Fig. 5. Characteristics of myeloid cells in the breast cancer microenvironment.

a UMAP embedding plot of 5992 myeloid cells grouped into 11 clusters. b A dot plot showing marker genes across myeloid clusters from the adjacent UMAP embedding plot (a). The dot size indicates the fraction of expressed cells, and the color represents the normalized expression level. c Bar plots showing DC clusters between 2 tissues (PT: n = 8 samples, LNM: n = 8 samples) among myeloid cells. Statistical testing was performed with a two-sided Wilcoxon test.

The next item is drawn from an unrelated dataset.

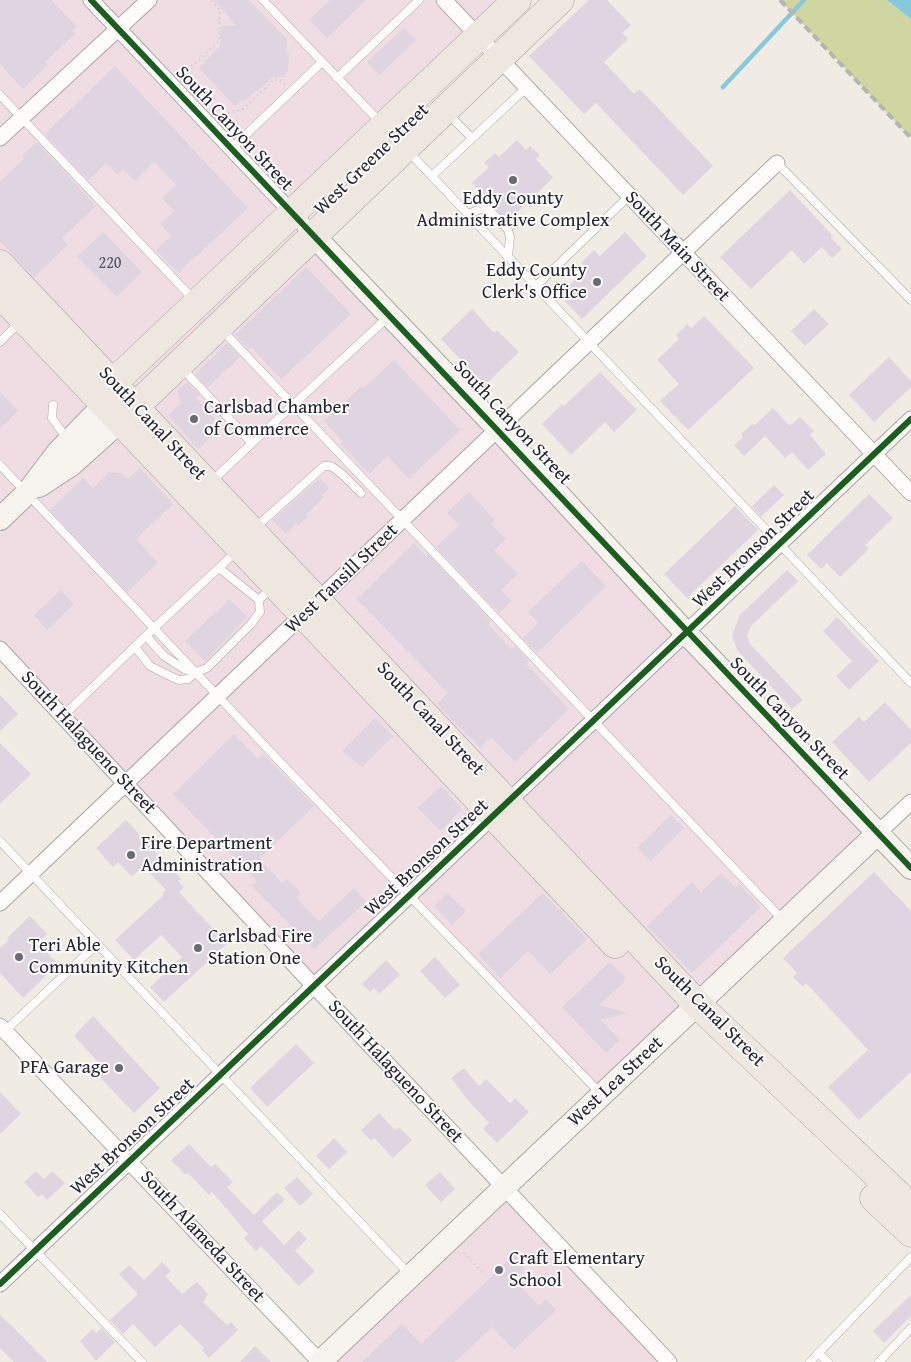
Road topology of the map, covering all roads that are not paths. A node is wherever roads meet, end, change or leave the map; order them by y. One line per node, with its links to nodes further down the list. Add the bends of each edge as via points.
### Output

Data are presented as mean values +/− SD. d Violin plots showing the STAT1 expression level of DC clusters. e A volcano plot showing the differentially expressed genes between PT and LNMT in the DC-C3-LAMP3 cluster. P value < .05, log2 (fold change) ≥ 0.5. Statistical testing was performed by a two-sided Wilcoxon test. f A heatmap showing the expression pattern of MHC II genes between PT and LNMT in the DC-C3-LAMP3 cluster. The black board pattern indicates the significance of the unpaired 2-sided t-test. g Violin plots showing the expression of represented chemokines in DC-C3-LAMP3. h Bubble heatmaps show the interaction strength for representative ligand-receptor pairs between LAMP3⁺ DC and immune cells in different microenvironments; the dot size and color indicate the interaction strength. i A dot plot showing tissue enrichment of myeloid clusters based on GSE114727 dataset¹²; the dot size indicates the number of cells, and the color represents the enrichment score. j Volcano plot showing the differentially expressed genes between PT and LNMT in macrophages. P value < .05, log2(fold change) ≥ 0.5. Statistical testing was performed by a two-sided Wilcoxon test. The P-values were corrected with Benjamini-Hochberg adjustment. Source data are provided as a Source Data file.